Here are five books I want to read that have some form of pastel colour in their covers!
‘Solitaire’ by Alice Oseman
My name is Victoria Spring. I like to sleep and I like to blog. Last year – before all that stuff with Charlie and before I had to face the harsh realities of A-Levels and university applications and the fact that one day I really will have to start talking to people – I had friends. Things were very different, I guess, but that’s all over now.
Now there’s Solitaire. And Michael Holden.
I don’t know what Solitaire are trying to do, and I don’t care about Michael Holden.
I really don’t.
I first met Tori through her supporting role in Oseman’s fabulous comic ‘Heartstopper’, and I’d really like to know more about her! I also hear that this book has excellent mental health representation in young adults, so that’s a plus too.
‘Cinderella is Dead’ by Kalynn Bayron
It’s 200 years after Cinderella found her prince, but the fairy tale is over. Teen girls are now required to appear at the Annual Ball, where the men of the kingdom select wives based on a girl’s display of finery. If a suitable match is not found, the girls not chosen are never heard from again.
Sixteen-year-old Sophia would much rather marry Erin, her childhood best friend, than parade in front of suitors. At the ball, Sophia makes the desperate decision to flee, and finds herself hiding in Cinderella’s mausoleum. There, she meets Constance, the last known descendant of Cinderella and her step sisters. Together they vow to bring down the king once and for all–and in the process, they learn that there’s more to Cinderella’s story than they ever knew . . .
Um. Fairytale retelling. SAPPHIC fairytale retelling. And a BIPOC author and characters? Is there any possible way in which I would not want to read this? Also cover, 10/10. Both of the cover girl’s (Sophia’s?) arms look like they’re missing – is that a hint to a plot twist? Backstory? Cinderella bust statue? I want to find out!
‘Spinning’ by Tillie Walden
For ten years, figure skating was Tillie Walden’s life.
It was a central piece of her identity, her safe haven. But over time, as she switched schools, got into art, and fell in love with her first girlfriend, she began to question how the close-minded world of figure skating fit in with the rest of her life, and whether all the work was worth it given that she and her teammates were nowhere close to Olympic hopefuls.
The more Tillie thought about it, the more Tillie realized she’d outgrown her passion–and she finally needed to find her own voice.
I actually haven’t read very many memoirs, but ‘Spinning’ comes highly recommended by so many (I’ve heard it’s beautiful and very moving) and I love graphic novels, so I’m looking forward to this one!
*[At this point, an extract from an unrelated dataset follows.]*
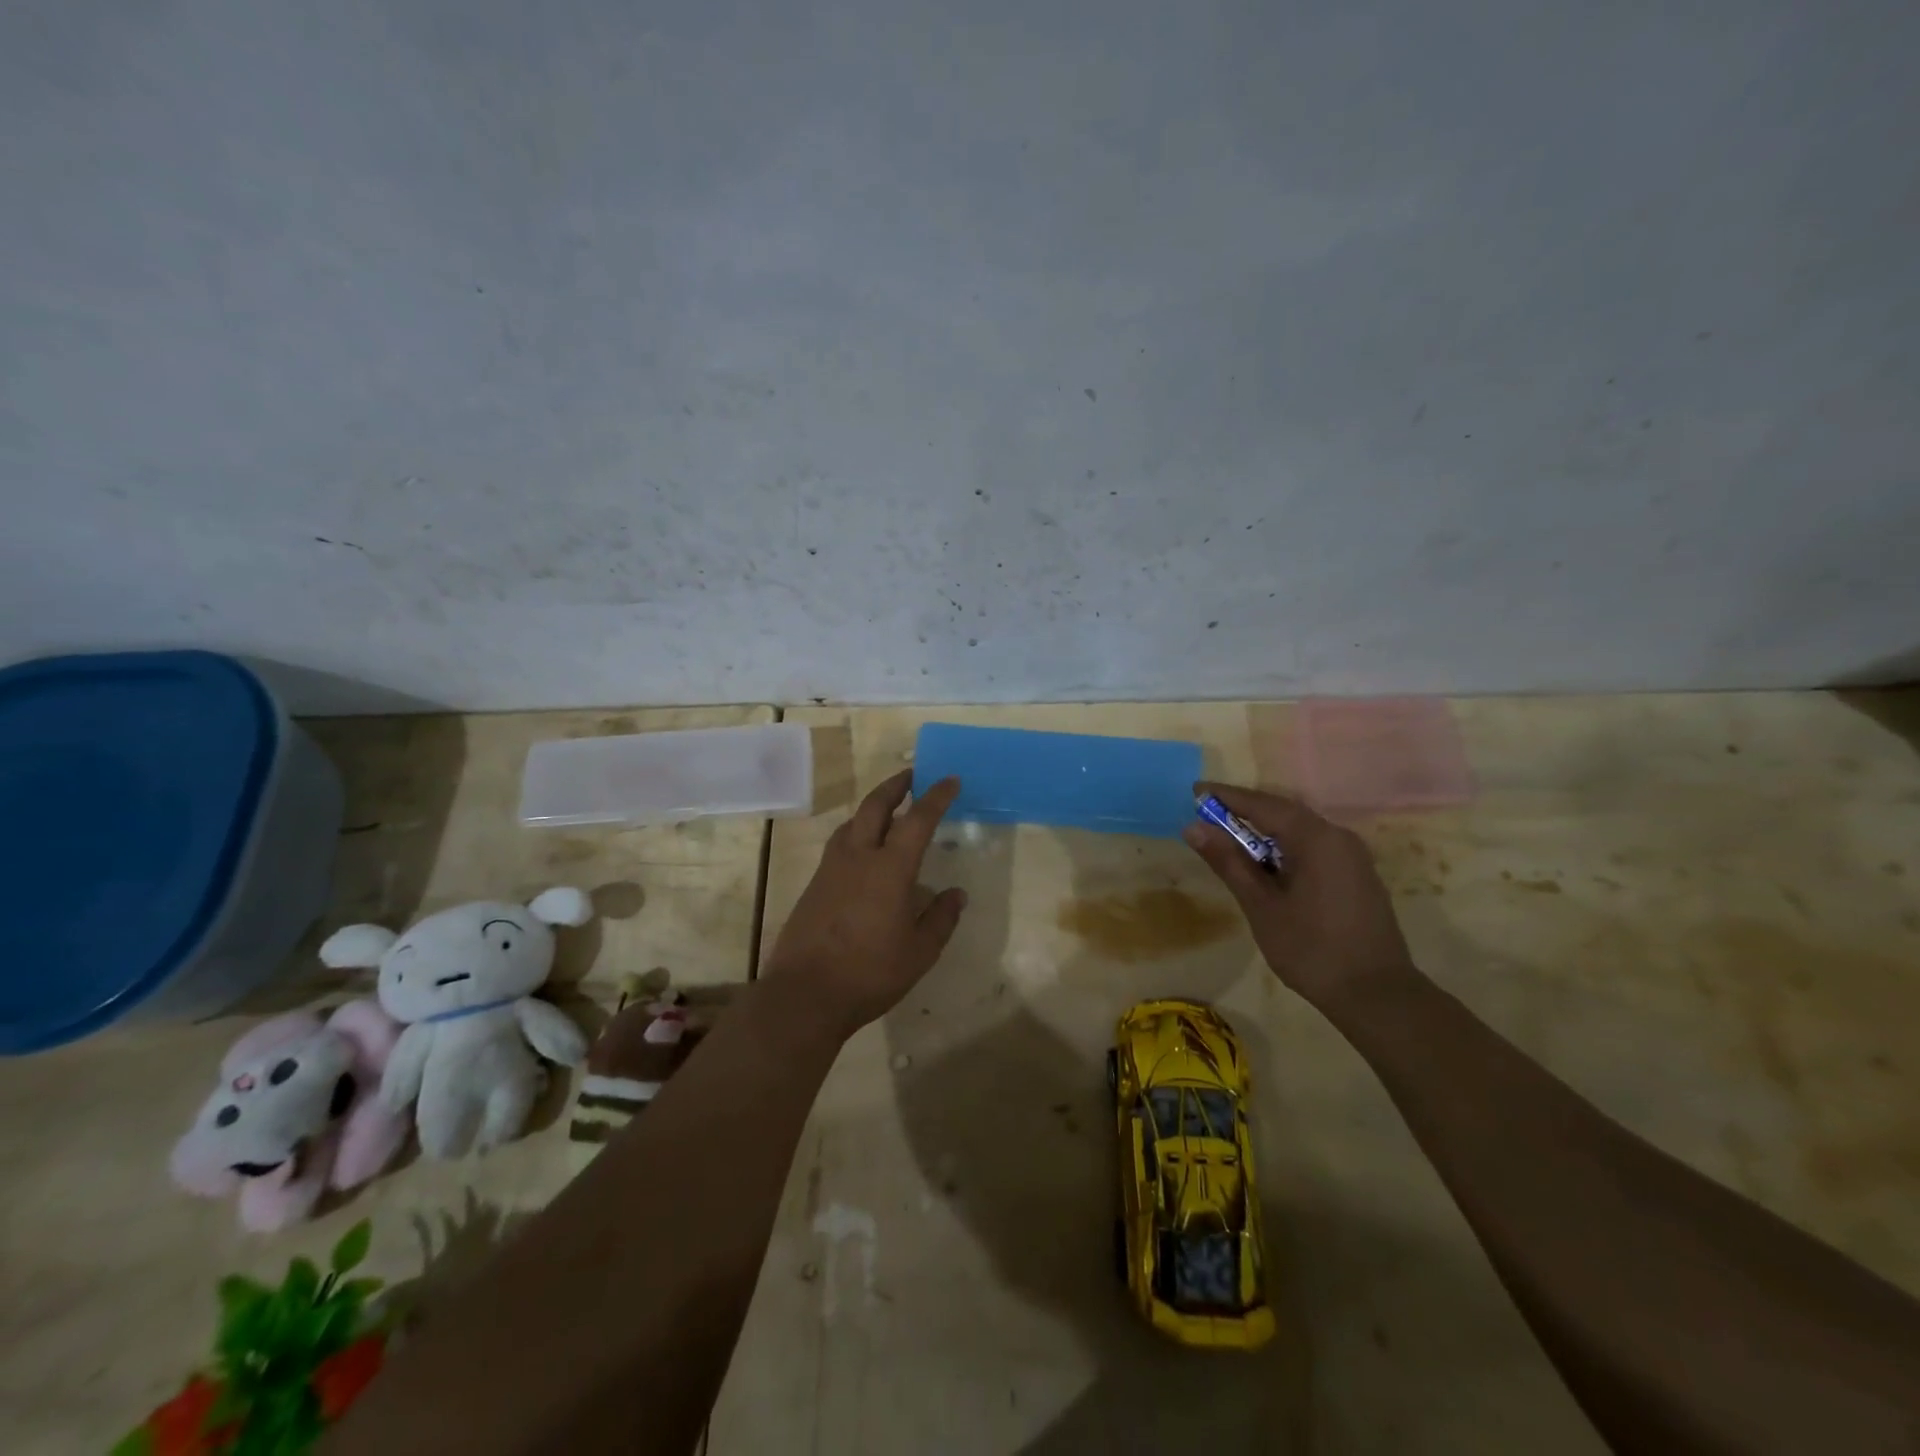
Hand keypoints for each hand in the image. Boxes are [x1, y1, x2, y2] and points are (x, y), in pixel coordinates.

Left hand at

‘Super Adjacent’ by Crystal Cestari
Claire has always wanted to work with superheroes. Now that she’s landed a coveted internship with the Chicago branch of Warrior Nation, Claire is ready to prove she belongs, super or not. But complicating plans is the newest WarNat hero, Girl Power (aka Joy), who happens to be egotistical, self-important…and pretty adorable.
Bridgette wants out of WarNat. After years of dating the Vaporizer (aka Matt), she’s sick of playing five-hundredth fiddle to all the people-in-peril of Chicago. Of course, once Bridgette meets Claire, who clearly needs a mentor and wingman, giving up WarNat becomes slightly more complicated. It becomes a lot more complicated when the heroes go missing, leaving only Claire and Bridgette to save the day.
I’ve recently realised that I really enjoy superhero books! This one sounds so fun and has a sapphic romance (I think) and comes highly recommended by one of my bookstagram friends.
‘The Kingdom’ by Jess Rothenberg
Glimmering like a jewel behind its gateway, The Kingdom is an immersive fantasy theme park where guests soar on virtual dragons, castles loom like giants, and bioengineered species–formerly extinct–roam free.
Ana is one of seven Fantasists, beautiful “princesses” engineered to make dreams come true. When she meets park employee Owen, Ana begins to experience emotions beyond her programming including, for the first time… love.
But the fairytale becomes a nightmare when Ana is accused of murdering Owen, igniting the trial of the century. Through courtroom testimony, interviews, and Ana’s memories of Owen, emerges a tale of love, lies, and cruelty–and what it truly means to be human.
This premise sounds amazingly creepy – like a subversive dystopia with A.I. ethics – and I generally really like narratives told in multiple formats.